害虫综合治理与森林保护的数学模型研究

The invasion of harmful organisms makes it urgent to study the integrated pest management. The strategy applying biological control, chemical pesticides and physical control together is currently the most preferred. In this project, the mathematical model describing the interaction among plants with economical threshold, pests and their natural enemies in complex environment was established on the basis of experiments, observations and statistic data, to explore the optimal management strategy of the plants-pests-natural enemies' specie system. The properties of the system can be studied with the comprehensive way of thinking of modern mathematics and systems science, with the equilibrium state, periodic solutions, limit cycles, homoclinic orbits, heteroclinic orbits, stability and controllability of the system being discussed in phase space. Partial differential equations and optimization theory were applied to discuss the properties of the global solutions of the forest age structure-pest age structure nonlinear developing system, to study the existence of critical conditions for the steady state of the pest hazard system, optimal economical threshold, optimal release ratio of the natural enemies and other parameters, and to predict the reference data of spread, outbreak, forecast and prevention based on the actual data of the pest hazard. With the help of models and theoretical analysis methods to assess the impact of plant pests on forest protection, mathematical analysis of the forest protection and integrated pest management will be developed to provide a theoretical basis for the early discovery, prevention, control and strategies development.

有害生物的入侵为害虫的综合治理提出了迫切需要研究的课题，采用生物防治、化学农药和物理防治三者并用的策略是目前首选。本项目利用实验、观测和统计数据通过建立描述在复杂环境下具有经济阈值的植物、害虫和天敌相互作用的数学模型，探索植物- - 害虫- - 天敌三种群系统的最优管理策略。利用现代数学和系统科学综合性的思想方法研究系统的性质，在相空间讨论系统的平衡态、周期解、极限环、同宿轨、异宿轨、稳定性和可控性。利用偏微分方程和最优化理论探讨林龄结构和虫害年龄结构的非线性发展系统整体解的性质，研究病虫害系统状态稳定的临界条件、最优经济阈值和最优天敌投放比例等指标的存在性，根据有关病害实际数据预测预报其传播、爆发及进行预防控制的参考数据。借助模型和理论分析的方法评估植物害虫对森林保护的影响，旨在开展森林保护与害虫综合治理的数理分析，为病虫害的早期发现、预防控制和制定策略提供理论依据。

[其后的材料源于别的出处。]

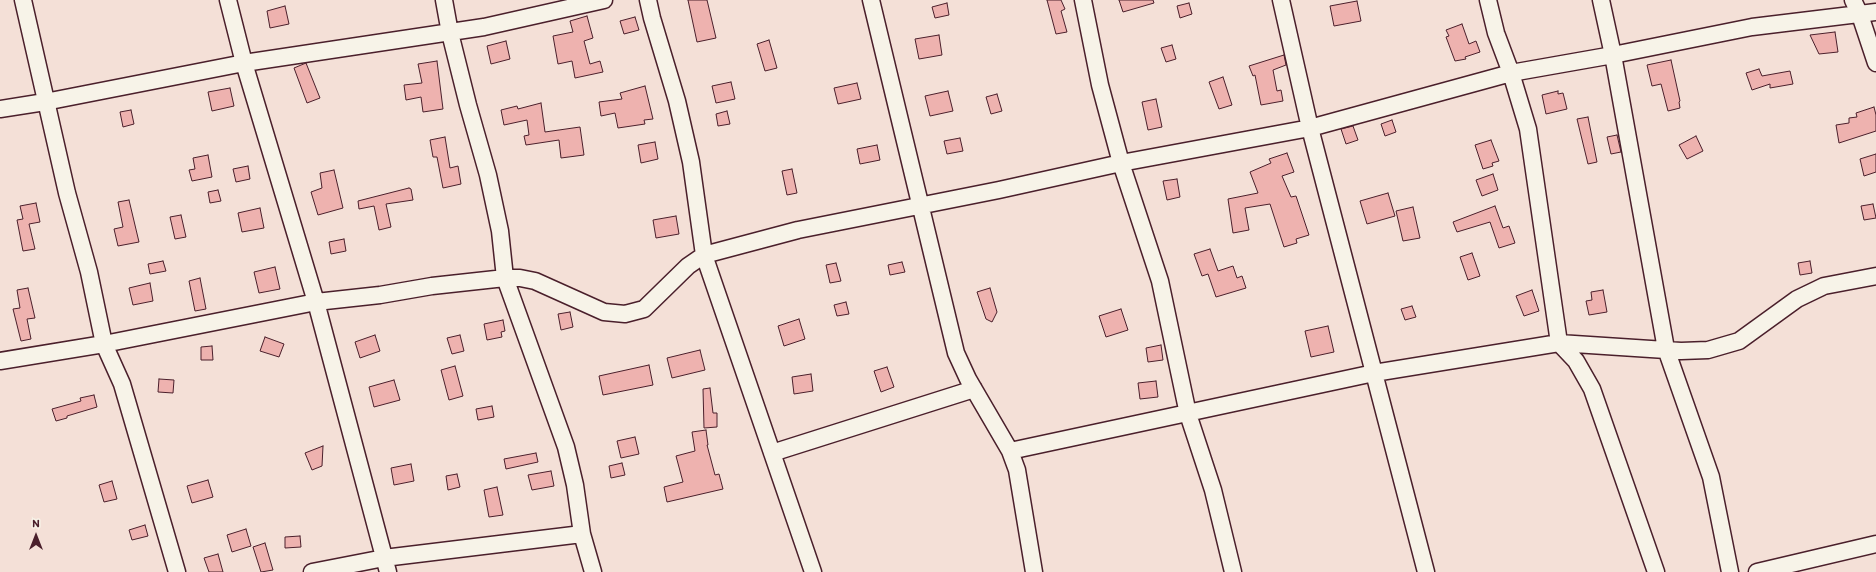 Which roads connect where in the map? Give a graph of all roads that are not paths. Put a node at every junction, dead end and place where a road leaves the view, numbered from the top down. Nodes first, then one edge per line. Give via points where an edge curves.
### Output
1 (23, 0) edge
2 (228, 0) edge
3 (444, 0) edge
4 (604, 0) edge
5 (648, 0) edge
6 (871, 0) edge
7 (1083, 0) edge
8 (1281, 0) edge
9 (1488, 0) edge
10 (1602, 0) edge
11 (1853, 0) edge
12 (1876, 12) edge
13 (1860, 15) junction
14 (450, 33) junction
15 (1613, 55) junction
16 (1876, 63) edge
17 (244, 64) junction
18 (1511, 73) junction
19 (46, 102) junction
20 (0, 110) edge
21 (1310, 128) junction
22 (1121, 163) junction
23 (921, 206) junction
24 (704, 255) junction
25 (1876, 276) edge
26 (505, 278) junction
27 (316, 302) junction
28 (1559, 343) junction
29 (104, 344) junction
30 (1666, 349) junction
31 (0, 361) edge
32 (1374, 373) junction
33 (974, 389) junction
34 (1188, 414) junction
35 (1010, 451) junction
36 (772, 453) junction
37 (582, 534) junction
38 (1876, 546) edge
39 (386, 565) edge
40 (177, 572) edge
41 (312, 572) edge
42 (593, 572) edge
43 (813, 572) edge
44 (1034, 572) edge
45 (1233, 572) edge
46 (1426, 572) edge
47 (1656, 572) edge
48 (1730, 572) edge
49 (1757, 572) edge

1 - 19 street
2 - 17 street
3 - 14 street
4 - 14 street
5 - 24 street via 677,101 691,162
6 - 23 street
7 - 22 street via 1100,85
8 - 21 street
9 - 18 street via 1496,33
10 - 15 street
11 - 13 street
12 - 13 street
13 - 15 street via 1752,27
13 - 16 street
14 - 17 street
14 - 26 street via 488,175 500,231
15 - 18 street
15 - 30 street
17 - 19 street
17 - 27 street
18 - 21 street
18 - 28 street via 1528,129
19 - 20 street
19 - 29 street via 89,272
21 - 22 street
21 - 32 street
22 - 23 street
22 - 34 street via 1160,281
23 - 24 street via 798,230
23 - 33 street via 956,353
24 - 26 street via 688,266 644,309 625,314 604,312 535,281
24 - 36 street
25 - 30 street via 1824,286 1797,299 1739,341 1708,350
26 - 27 street
26 - 37 street via 566,446
27 - 29 street
27 - 39 street
28 - 30 street
28 - 32 street
28 - 47 street via 1576,361 1592,389
29 - 31 street
29 - 40 street via 122,384
30 - 48 street via 1711,477
32 - 34 street
32 - 46 street
33 - 35 street
33 - 36 street
34 - 35 street
34 - 45 street via 1213,490
35 - 44 street via 1017,470
36 - 43 street
37 - 39 street
37 - 42 street
38 - 49 street
39 - 41 street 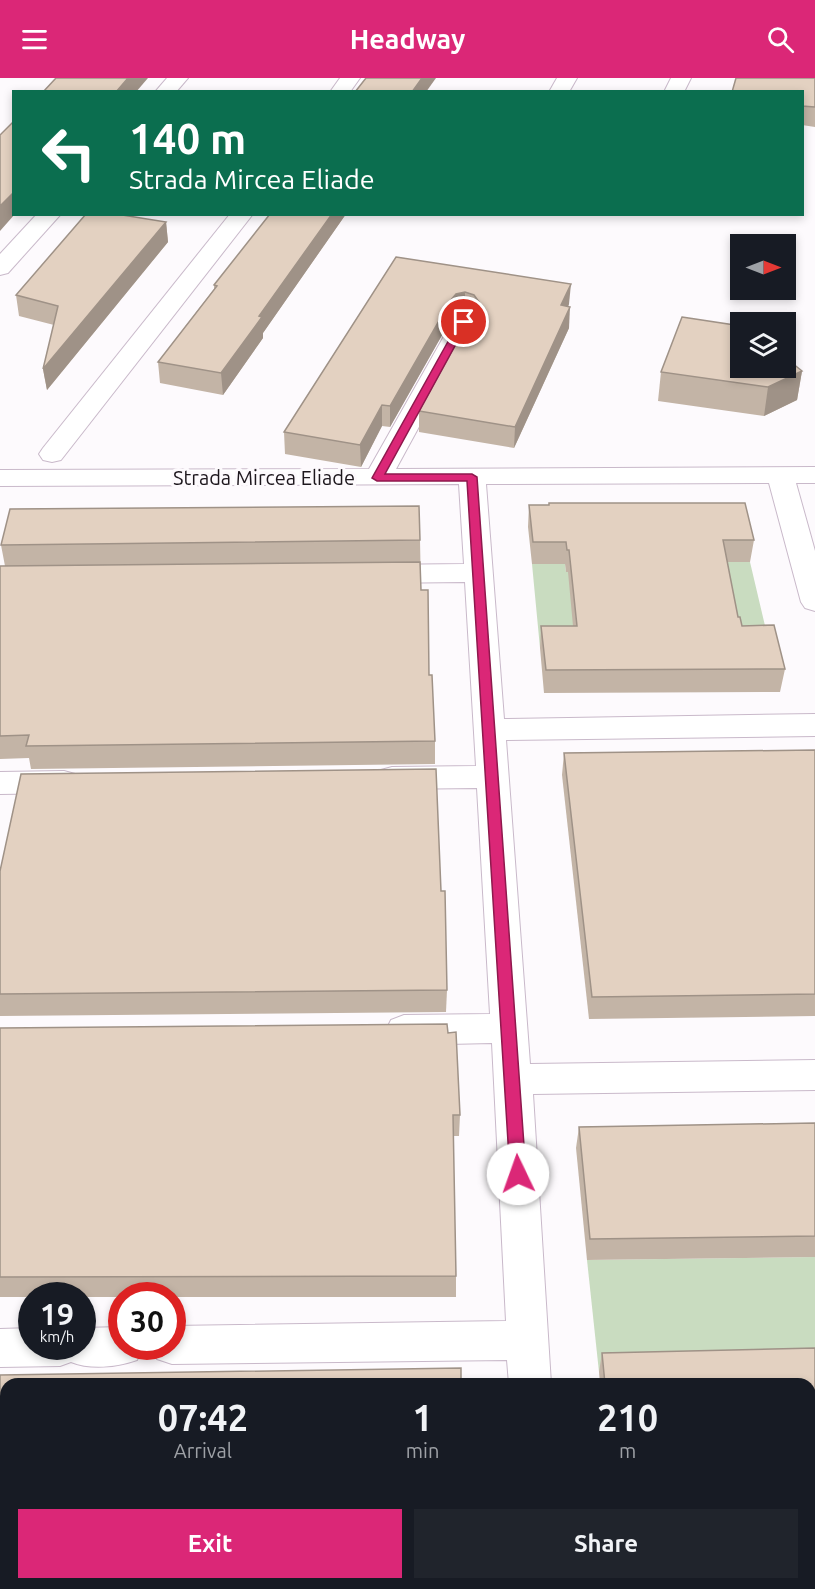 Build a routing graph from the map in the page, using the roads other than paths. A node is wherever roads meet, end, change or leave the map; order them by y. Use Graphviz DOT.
graph roads {
  1 [pos="178,78"];
  2 [pos="167,90"];
  3 [pos="48,216"];
  4 [pos="240,216"];
  5 [pos="0,268"];
  6 [pos="464,322"];
  7 [pos="52,454"];
  8 [pos="815,475"];
  9 [pos="780,476"];
  10 [pos="472,477"];
  11 [pos="0,478"];
  12 [pos="377,478"];
  13 [pos="478,573"];
  14 [pos="353,574"];
  15 [pos="815,602"];
  16 [pos="815,724"];
  17 [pos="489,730"];
  18 [pos="492,777"];
  19 [pos="366,779"];
  20 [pos="94,782"];
  21 [pos="0,783"];
  22 [pos="509,1029"];
  23 [pos="367,1030"];
  24 [pos="815,1075"];
  25 [pos="513,1080"];
  26 [pos="526,1340"];
  27 [pos="186,1345"];
  28 [pos="0,1348"];
  29 [pos="18,1348"];
  30 [pos="529,1378"];
  1 -- 2 [label="street"];
  3 -- 5 [label="street"];
  4 -- 7 [label="street"];
  6 -- 12 [label="street"];
  8 -- 9 [label="street, Strada Mircea Eliade"];
  9 -- 10 [label="street, Strada Mircea Eliade"];
  9 -- 15 [label="street"];
  10 -- 12 [label="street, Strada Mircea Eliade"];
  10 -- 13 [label="street"];
  11 -- 12 [label="street, Strada Mircea Eliade"];
  13 -- 14 [label="street"];
  13 -- 17 [label="street"];
  16 -- 17 [label="street"];
  17 -- 18 [label="street"];
  18 -- 19 [label="street"];
  18 -- 22 [label="street"];
  20 -- 21 [label="street"];
  22 -- 23 [label="street"];
  22 -- 25 [label="street"];
  24 -- 25 [label="street"];
  25 -- 26 [label="street"];
  26 -- 27 [label="street"];
  26 -- 30 [label="street"];
  28 -- 29 [label="street"];
}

本项目利用害虫综合治理（物理防治、化学防治和生物防治）的思想，系统地建立了复杂环境下植物、害虫和天敌相互作用的病虫害数学模型，通过研究系统模型的平衡态、周期解、极限环、稳定性和可控性等性质，探索了植物- - 害虫- - 天敌三种群系统的最优防控策略。项目研究中建立了植物与害虫、害虫与天敌两种群微分方程模型，也建立了植物-害虫-天敌三种群系统模型，根据释放天敌和喷洒杀虫剂具有的脉冲效应，还建立了种群的脉冲微分方程模型，同时根据不同龄级植物的生长情况，建立并研究了带生长函数的考虑林龄因素的偏微分方程模型。利用现代数学和系统分析的方法，较系统地研究了这些微分方程模型的性质，根据多年来研究积累的森林病虫害高发区的实际数据资料，进行了一些病虫害的数值模拟，为早期预防和控制该病害提供了重要理论依据。本项目对森林病虫害进行的定量与定性应用基础研究，旨在当前还没有很有效防治该病虫害方法的情况下，利用数学方法对该病虫害的传播进行定量描述和系统分析，提供有效的预测和控制方法，为防治和根除该病虫害提供科学依据。